(Dataset excerpts)

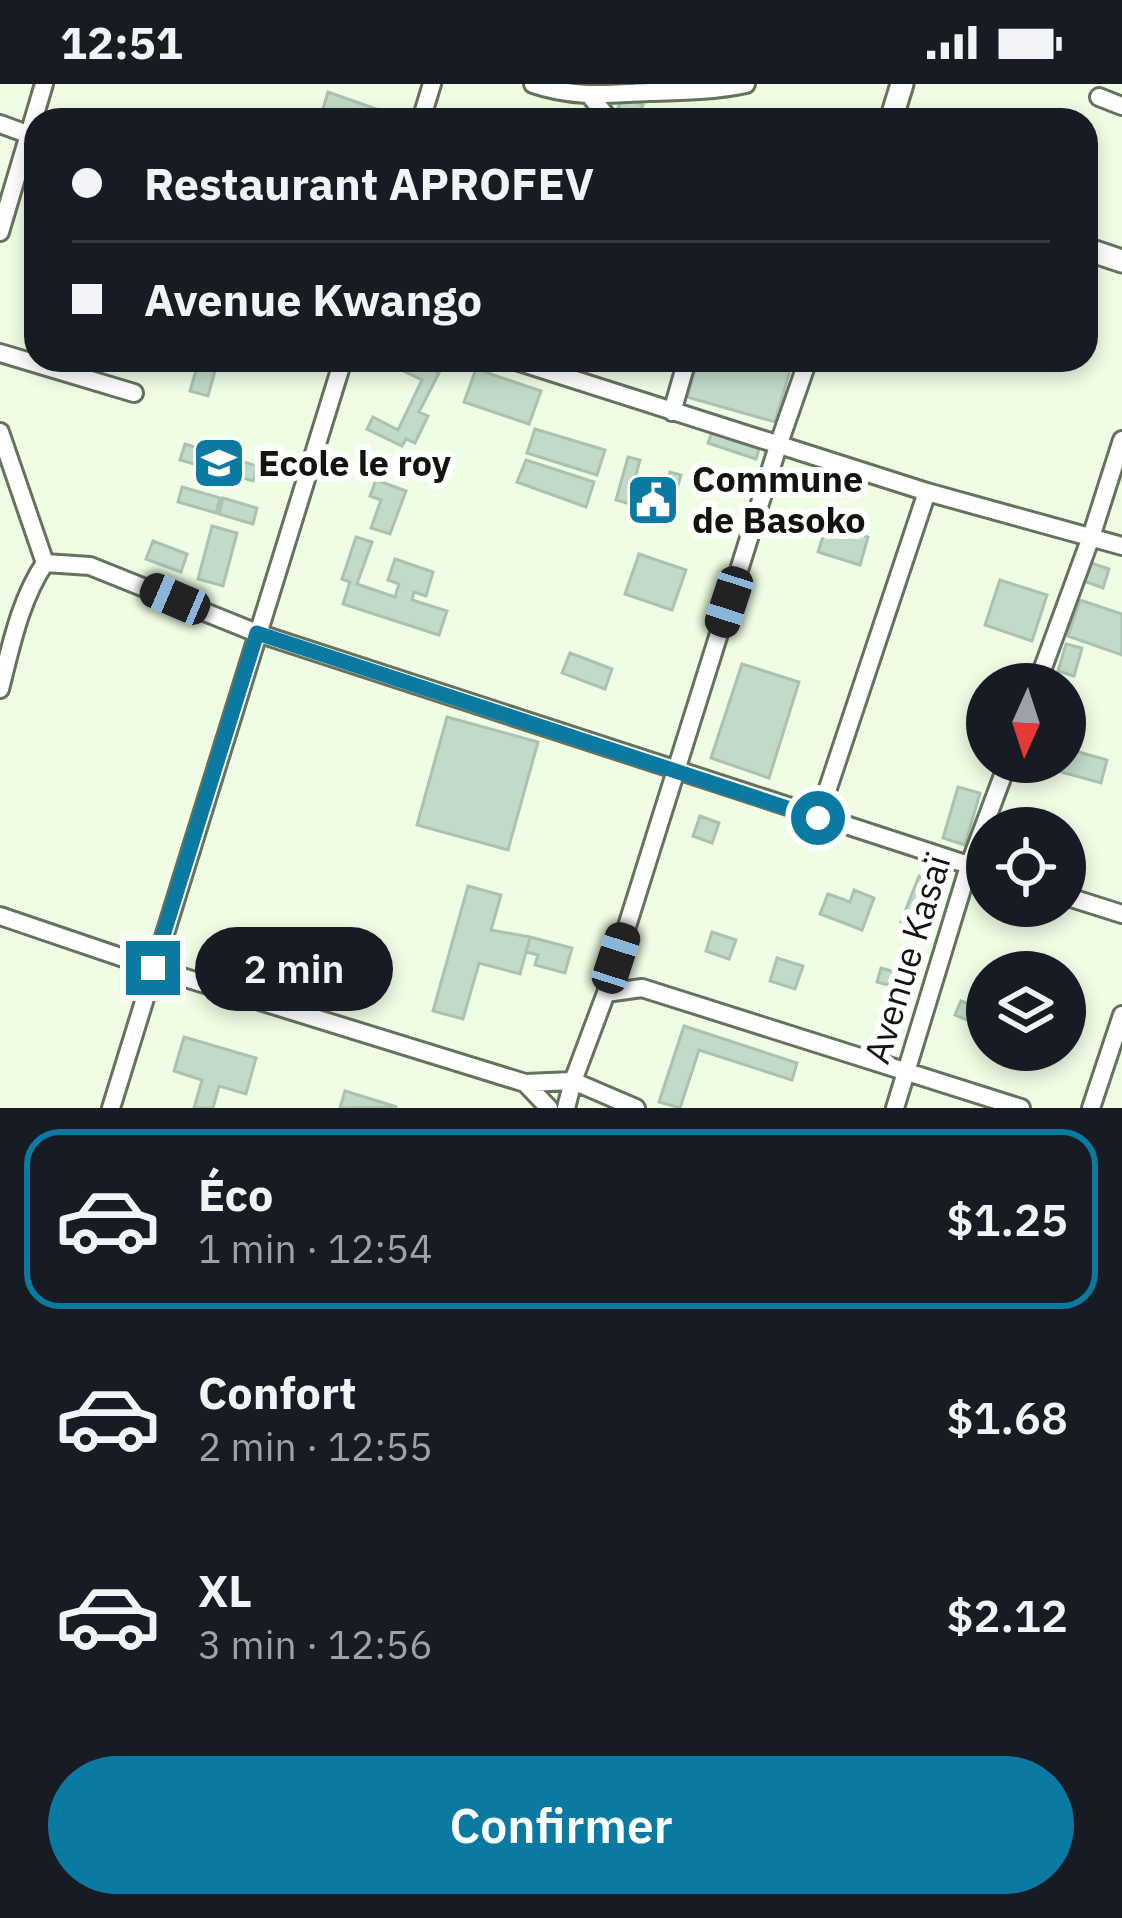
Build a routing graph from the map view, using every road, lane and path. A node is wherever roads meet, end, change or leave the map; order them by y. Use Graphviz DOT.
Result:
graph roads {
  1 [pos="533,84"];
  2 [pos="746,84"];
  3 [pos="590,96"];
  4 [pos="1099,97"];
  5 [pos="1122,106"];
  6 [pos="600,108"];
  7 [pos="24,153"];
  8 [pos="16,178"];
  9 [pos="24,182"];
  10 [pos="0,232"];
  11 [pos="64,372"];
  12 [pos="339,372"];
  13 [pos="549,372"];
  14 [pos="684,372"];
  15 [pos="804,372"];
  16 [pos="134,393"];
  17 [pos="672,412"];
  18 [pos="0,431"];
  19 [pos="1122,440"];
  20 [pos="778,446"];
  21 [pos="927,492"];
  22 [pos="1091,537"];
  23 [pos="1122,546"];
  24 [pos="45,563"];
  25 [pos="257,633"];
  26 [pos="1045,663"];
  27 [pos="0,689"];
  28 [pos="675,770"];
  29 [pos="818,818"];
  30 [pos="966,865"];
  31 [pos="966,903"];
  32 [pos="1086,903"];
  33 [pos="1122,914"];
  34 [pos="0,916"];
  35 [pos="616,958"];
  36 [pos="153,968"];
  37 [pos="642,988"];
  38 [pos="606,992"];
  39 [pos="1122,1015"];
  40 [pos="906,1071"];
  41 [pos="573,1081"];
  42 [pos="525,1083"];
  43 [pos="111,1108"];
  44 [pos="549,1108"];
  45 [pos="566,1108"];
  46 [pos="636,1108"];
  47 [pos="895,1108"];
  48 [pos="1022,1108"];
  49 [pos="1091,1108"];
  1 -- 3 [label="street"];
  2 -- 3 [label="street"];
  3 -- 6 [label="street"];
  4 -- 5 [label="street"];
  7 -- 8 [label="street"];
  8 -- 9 [label="street"];
  8 -- 10 [label="street"];
  11 -- 16 [label="street"];
  12 -- 25 [label="street"];
  13 -- 17 [label="street"];
  14 -- 17 [label="street"];
  15 -- 20 [label="street"];
  17 -- 20 [label="street"];
  18 -- 24 [label="street"];
  19 -- 22 [label="street"];
  20 -- 21 [label="street"];
  20 -- 28 [label="street"];
  21 -- 22 [label="street"];
  21 -- 29 [label="street"];
  22 -- 23 [label="street"];
  22 -- 26 [label="street"];
  24 -- 25 [label="street"];
  24 -- 27 [label="street"];
  25 -- 28 [label="street"];
  25 -- 36 [label="street"];
  28 -- 29 [label="street"];
  28 -- 35 [label="street"];
  29 -- 30 [label="street"];
  31 -- 40 [label="street, Avenue Kasaï"];
  32 -- 33 [label="street"];
  34 -- 36 [label="street"];
  35 -- 37 [label="street"];
  35 -- 38 [label="street"];
  36 -- 42 [label="street"];
  36 -- 43 [label="street"];
  37 -- 38 [label="street"];
  37 -- 40 [label="street"];
  38 -- 41 [label="street"];
  39 -- 49 [label="street"];
  40 -- 47 [label="street, Avenue Kasaï"];
  40 -- 48 [label="street"];
  41 -- 42 [label="street"];
  41 -- 45 [label="street"];
  41 -- 46 [label="street"];
  42 -- 44 [label="street"];
}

(End Dataset excerpts)

Assigned task:
The word "Avenue" appears in some lines above. Return every one of those lines.

Written answer:
  31 -- 40 [label="street, Avenue Kasaï"];
  40 -- 47 [label="street, Avenue Kasaï"];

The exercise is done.